Sarah wrote:
On 7/13/06, Delirium delirium@hackish.org wrote:
How does Wikipedia not benefit from including the information? If Wikipedia biographies are to be accurate articles, they should not selectively exclude facts deemed inconvenient.
We don't benefit because he's a very minor figure, arguably not someone who should have an article in the first place, and it wasn't a good article anyway. So for the sake of upholding some unwritten principle of completeness (i.e. for the sake of ideology), we're prepared to harm an individual's real life, someone who has done nothing to any of us, to ensure that this incident will continue to haunt him, whereas he thought he had put it behind him.

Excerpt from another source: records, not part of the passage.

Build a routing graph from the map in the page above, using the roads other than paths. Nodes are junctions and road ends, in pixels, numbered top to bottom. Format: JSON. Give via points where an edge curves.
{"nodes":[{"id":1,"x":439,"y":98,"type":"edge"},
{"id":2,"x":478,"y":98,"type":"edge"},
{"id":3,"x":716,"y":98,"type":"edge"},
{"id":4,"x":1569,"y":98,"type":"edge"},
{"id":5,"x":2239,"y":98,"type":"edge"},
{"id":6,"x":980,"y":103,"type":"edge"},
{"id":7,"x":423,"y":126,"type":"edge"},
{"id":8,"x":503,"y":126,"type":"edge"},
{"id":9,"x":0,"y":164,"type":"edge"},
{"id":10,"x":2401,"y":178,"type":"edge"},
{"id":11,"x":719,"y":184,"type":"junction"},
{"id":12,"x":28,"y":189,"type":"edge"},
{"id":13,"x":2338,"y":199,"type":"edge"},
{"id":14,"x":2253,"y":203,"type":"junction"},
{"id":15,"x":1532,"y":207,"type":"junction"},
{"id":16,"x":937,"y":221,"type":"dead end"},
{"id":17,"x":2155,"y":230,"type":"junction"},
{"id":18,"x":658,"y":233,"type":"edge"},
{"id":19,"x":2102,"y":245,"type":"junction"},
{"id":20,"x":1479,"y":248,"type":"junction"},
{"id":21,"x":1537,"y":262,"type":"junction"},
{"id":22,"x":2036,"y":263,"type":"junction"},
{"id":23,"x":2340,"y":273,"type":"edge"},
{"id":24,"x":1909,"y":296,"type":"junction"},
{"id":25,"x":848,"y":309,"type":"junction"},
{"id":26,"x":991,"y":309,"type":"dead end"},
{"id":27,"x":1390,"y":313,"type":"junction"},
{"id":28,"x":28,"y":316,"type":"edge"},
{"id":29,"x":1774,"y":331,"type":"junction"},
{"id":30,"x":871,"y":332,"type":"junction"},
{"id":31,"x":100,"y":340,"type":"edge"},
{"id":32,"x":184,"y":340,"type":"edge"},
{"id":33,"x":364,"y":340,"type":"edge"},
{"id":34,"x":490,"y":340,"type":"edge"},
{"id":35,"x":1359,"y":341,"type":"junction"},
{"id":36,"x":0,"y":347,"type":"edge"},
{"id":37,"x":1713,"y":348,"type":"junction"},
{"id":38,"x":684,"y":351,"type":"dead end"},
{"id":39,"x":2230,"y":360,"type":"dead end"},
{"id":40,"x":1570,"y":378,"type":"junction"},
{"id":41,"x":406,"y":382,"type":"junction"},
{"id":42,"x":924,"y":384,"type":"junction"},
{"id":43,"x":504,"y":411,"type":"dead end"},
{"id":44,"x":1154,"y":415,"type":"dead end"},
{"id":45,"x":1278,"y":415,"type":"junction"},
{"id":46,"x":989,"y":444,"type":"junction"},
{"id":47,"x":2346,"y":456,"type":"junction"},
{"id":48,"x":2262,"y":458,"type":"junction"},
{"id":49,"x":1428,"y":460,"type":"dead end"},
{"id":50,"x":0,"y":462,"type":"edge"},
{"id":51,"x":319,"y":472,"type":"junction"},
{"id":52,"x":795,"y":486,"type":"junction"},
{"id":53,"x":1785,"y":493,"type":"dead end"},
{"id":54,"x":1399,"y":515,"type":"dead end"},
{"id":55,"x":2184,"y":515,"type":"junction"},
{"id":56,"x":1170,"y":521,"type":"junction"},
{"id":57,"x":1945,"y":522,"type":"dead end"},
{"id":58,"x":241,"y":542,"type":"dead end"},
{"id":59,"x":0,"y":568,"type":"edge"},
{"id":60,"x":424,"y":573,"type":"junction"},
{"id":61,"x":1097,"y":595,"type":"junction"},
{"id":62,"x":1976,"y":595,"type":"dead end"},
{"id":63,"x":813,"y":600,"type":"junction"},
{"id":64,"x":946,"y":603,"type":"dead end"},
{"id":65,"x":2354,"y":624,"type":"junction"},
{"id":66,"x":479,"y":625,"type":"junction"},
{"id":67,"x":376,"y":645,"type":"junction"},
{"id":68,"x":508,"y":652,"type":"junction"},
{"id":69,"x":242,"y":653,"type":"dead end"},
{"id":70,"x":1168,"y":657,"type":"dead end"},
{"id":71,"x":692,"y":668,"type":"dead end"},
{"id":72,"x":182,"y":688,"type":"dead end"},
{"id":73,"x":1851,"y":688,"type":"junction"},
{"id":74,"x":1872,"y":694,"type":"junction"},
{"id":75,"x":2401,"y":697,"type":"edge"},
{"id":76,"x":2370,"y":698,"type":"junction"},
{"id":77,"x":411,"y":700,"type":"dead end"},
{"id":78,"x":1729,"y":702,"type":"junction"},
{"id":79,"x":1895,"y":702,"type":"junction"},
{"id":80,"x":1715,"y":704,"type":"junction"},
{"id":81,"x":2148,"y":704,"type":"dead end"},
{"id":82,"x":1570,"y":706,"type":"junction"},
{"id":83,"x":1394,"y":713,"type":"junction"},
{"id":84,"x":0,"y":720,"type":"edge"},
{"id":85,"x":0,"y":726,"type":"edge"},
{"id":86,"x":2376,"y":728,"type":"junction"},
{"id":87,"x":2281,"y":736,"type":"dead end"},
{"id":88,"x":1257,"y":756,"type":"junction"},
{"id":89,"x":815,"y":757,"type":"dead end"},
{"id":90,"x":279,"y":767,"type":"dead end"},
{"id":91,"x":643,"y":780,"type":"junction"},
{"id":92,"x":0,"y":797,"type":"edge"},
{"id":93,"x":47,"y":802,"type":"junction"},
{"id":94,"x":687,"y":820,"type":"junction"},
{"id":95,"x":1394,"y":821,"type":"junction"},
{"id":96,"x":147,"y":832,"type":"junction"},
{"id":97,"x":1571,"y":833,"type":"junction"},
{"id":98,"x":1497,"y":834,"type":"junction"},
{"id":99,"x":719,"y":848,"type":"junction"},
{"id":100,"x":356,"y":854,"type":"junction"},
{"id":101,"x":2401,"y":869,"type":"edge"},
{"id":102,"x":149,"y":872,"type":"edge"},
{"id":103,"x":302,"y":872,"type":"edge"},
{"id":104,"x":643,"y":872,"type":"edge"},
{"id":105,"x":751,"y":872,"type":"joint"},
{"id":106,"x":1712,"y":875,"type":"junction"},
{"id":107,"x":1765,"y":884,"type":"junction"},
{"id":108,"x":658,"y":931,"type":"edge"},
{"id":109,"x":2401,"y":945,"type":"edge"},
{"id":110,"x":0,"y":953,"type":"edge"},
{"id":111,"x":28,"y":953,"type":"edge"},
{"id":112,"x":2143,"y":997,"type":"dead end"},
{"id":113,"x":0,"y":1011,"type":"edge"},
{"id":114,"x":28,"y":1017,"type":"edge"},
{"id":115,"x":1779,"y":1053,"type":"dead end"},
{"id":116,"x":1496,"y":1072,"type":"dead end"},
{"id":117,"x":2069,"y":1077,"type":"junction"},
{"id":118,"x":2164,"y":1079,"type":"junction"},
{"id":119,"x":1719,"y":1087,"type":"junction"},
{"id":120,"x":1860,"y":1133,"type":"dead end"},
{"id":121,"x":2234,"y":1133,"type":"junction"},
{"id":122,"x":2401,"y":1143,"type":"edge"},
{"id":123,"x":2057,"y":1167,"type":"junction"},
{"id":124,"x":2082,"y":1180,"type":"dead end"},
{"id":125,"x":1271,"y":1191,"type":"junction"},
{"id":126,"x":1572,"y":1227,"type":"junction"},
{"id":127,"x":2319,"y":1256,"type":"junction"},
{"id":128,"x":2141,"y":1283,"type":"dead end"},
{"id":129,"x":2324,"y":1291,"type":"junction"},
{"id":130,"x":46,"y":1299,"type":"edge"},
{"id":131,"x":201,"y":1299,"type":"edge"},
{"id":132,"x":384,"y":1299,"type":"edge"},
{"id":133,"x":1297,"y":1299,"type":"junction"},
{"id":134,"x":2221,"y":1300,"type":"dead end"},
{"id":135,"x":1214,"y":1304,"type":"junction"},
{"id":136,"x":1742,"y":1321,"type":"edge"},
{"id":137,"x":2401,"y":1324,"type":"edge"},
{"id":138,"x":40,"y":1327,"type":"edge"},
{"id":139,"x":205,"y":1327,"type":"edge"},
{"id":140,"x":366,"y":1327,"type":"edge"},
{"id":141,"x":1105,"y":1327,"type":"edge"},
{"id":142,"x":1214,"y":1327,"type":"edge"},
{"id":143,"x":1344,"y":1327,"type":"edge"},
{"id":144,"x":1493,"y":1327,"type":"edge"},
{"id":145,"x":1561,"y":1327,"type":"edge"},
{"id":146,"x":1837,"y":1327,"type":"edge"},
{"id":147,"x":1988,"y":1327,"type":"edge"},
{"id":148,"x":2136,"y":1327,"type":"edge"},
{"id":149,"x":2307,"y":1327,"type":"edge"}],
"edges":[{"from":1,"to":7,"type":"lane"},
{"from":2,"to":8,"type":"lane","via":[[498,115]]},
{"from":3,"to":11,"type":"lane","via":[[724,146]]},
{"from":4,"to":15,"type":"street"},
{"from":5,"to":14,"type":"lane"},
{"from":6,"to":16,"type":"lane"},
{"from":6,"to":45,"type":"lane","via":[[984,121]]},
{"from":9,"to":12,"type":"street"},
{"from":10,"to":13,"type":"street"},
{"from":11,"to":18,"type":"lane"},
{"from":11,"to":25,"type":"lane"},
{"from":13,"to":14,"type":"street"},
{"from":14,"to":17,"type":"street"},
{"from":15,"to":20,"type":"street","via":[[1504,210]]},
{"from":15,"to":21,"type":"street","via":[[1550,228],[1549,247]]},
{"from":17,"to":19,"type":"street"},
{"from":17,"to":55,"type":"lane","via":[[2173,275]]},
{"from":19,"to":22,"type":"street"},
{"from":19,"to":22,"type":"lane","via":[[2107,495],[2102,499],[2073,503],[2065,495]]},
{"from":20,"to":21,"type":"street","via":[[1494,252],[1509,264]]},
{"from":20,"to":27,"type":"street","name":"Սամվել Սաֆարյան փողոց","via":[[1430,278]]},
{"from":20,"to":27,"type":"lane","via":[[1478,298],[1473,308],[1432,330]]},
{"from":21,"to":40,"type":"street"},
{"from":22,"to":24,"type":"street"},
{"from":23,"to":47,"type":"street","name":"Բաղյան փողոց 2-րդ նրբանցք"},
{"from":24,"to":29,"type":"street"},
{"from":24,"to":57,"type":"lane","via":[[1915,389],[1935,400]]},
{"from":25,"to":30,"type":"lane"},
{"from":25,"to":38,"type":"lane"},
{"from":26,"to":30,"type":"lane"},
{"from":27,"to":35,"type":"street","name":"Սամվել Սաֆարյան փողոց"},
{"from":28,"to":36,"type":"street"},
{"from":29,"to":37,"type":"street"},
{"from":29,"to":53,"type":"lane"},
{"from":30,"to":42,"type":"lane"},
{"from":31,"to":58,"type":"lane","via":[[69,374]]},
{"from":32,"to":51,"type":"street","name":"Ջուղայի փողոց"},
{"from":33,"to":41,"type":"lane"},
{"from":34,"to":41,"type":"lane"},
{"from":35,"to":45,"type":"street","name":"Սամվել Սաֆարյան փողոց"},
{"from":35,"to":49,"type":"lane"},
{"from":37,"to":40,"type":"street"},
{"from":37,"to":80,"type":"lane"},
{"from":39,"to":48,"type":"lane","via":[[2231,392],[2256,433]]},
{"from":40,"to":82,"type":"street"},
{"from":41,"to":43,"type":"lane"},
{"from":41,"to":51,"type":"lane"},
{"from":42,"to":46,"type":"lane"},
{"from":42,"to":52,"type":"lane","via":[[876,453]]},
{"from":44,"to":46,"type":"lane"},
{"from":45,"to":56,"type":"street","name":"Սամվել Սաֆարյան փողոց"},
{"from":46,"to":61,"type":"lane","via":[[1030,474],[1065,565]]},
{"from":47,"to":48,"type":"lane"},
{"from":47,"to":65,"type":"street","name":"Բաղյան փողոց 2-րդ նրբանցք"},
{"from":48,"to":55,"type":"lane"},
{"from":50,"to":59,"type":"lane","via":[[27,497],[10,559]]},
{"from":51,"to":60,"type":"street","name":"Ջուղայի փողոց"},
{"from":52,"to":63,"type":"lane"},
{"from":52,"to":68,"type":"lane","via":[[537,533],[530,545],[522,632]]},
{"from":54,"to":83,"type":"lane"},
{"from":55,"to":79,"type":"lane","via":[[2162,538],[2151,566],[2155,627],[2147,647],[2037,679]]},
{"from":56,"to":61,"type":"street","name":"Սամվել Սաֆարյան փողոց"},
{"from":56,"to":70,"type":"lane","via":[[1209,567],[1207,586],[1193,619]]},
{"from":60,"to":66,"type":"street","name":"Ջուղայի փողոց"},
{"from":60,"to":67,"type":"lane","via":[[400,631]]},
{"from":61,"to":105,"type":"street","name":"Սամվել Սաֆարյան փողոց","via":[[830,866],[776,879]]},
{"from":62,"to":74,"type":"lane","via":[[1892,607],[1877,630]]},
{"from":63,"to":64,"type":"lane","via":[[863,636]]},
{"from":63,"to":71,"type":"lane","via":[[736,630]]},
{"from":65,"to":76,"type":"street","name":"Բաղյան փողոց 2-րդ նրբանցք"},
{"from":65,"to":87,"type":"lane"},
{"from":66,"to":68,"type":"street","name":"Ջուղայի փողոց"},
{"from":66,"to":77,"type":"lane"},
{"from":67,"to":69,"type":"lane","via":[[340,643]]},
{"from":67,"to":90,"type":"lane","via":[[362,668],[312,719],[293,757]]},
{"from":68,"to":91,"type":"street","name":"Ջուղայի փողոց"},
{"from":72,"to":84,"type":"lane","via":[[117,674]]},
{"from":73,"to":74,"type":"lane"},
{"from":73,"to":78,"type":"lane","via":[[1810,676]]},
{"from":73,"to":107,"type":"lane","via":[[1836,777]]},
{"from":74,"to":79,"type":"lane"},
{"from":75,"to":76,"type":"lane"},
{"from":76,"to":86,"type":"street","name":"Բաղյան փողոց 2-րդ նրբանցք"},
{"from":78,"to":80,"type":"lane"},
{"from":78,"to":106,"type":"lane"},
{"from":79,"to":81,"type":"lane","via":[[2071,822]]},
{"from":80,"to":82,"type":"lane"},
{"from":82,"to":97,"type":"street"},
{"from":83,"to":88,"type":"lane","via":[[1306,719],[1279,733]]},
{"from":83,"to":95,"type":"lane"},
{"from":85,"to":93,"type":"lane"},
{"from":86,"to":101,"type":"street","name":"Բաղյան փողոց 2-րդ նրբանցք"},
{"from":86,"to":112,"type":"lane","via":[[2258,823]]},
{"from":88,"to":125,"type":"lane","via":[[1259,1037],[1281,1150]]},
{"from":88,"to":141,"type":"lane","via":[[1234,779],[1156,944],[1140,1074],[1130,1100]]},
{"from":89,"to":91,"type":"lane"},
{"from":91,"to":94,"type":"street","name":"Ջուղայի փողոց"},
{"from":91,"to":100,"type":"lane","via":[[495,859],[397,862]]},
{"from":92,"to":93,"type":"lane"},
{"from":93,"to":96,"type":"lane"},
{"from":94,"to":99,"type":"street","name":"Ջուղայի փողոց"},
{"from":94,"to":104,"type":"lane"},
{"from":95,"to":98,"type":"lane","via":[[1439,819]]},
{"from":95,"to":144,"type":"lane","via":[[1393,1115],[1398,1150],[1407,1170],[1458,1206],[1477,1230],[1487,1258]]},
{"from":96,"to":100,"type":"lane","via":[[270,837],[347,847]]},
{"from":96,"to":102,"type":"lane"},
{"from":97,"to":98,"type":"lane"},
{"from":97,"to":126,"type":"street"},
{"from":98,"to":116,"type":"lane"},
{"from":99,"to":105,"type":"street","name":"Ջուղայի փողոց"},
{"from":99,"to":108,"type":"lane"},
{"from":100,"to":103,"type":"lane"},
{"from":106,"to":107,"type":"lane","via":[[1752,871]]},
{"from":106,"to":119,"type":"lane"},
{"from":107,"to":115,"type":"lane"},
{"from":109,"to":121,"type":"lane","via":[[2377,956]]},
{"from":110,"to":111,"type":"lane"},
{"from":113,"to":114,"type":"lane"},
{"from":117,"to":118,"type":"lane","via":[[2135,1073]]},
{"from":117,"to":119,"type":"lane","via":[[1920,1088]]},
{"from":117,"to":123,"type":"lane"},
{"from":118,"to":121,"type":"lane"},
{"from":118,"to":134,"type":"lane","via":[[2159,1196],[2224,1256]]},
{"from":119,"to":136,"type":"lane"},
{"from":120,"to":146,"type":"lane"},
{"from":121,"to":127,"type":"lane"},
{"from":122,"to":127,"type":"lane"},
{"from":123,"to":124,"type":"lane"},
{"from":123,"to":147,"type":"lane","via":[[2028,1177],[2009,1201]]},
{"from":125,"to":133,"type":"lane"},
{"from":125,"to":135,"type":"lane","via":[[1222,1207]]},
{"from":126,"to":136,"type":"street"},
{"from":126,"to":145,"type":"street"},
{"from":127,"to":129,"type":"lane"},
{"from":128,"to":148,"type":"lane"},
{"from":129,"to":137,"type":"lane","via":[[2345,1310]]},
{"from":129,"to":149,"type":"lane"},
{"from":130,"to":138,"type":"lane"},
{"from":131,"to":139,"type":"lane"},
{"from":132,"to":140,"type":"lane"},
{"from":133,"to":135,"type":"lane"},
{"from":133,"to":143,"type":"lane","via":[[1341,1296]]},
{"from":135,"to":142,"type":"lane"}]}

My argument is that it's neither fair nor rational to do that, and we ought always to be both fair and rational when dealing with people who are, in a very real sense, at Wikipedia's mercy.
We don't invent the facts in a person's life; they lived them themselves. I don't think that ideology is a factor. This person happens to be on the right end of the spectrum, but I'm sure that we have enough "right"-minded editors to make sure that no criminal activity is "left" behind.
The most disturbing part of these comments is to measure the inclusion of these facts by reference to criteria such as, "We don't benefit," or "has done nothing to any of us." Such personalizing of the criteria to Wikipedia could too easily erode objectivity.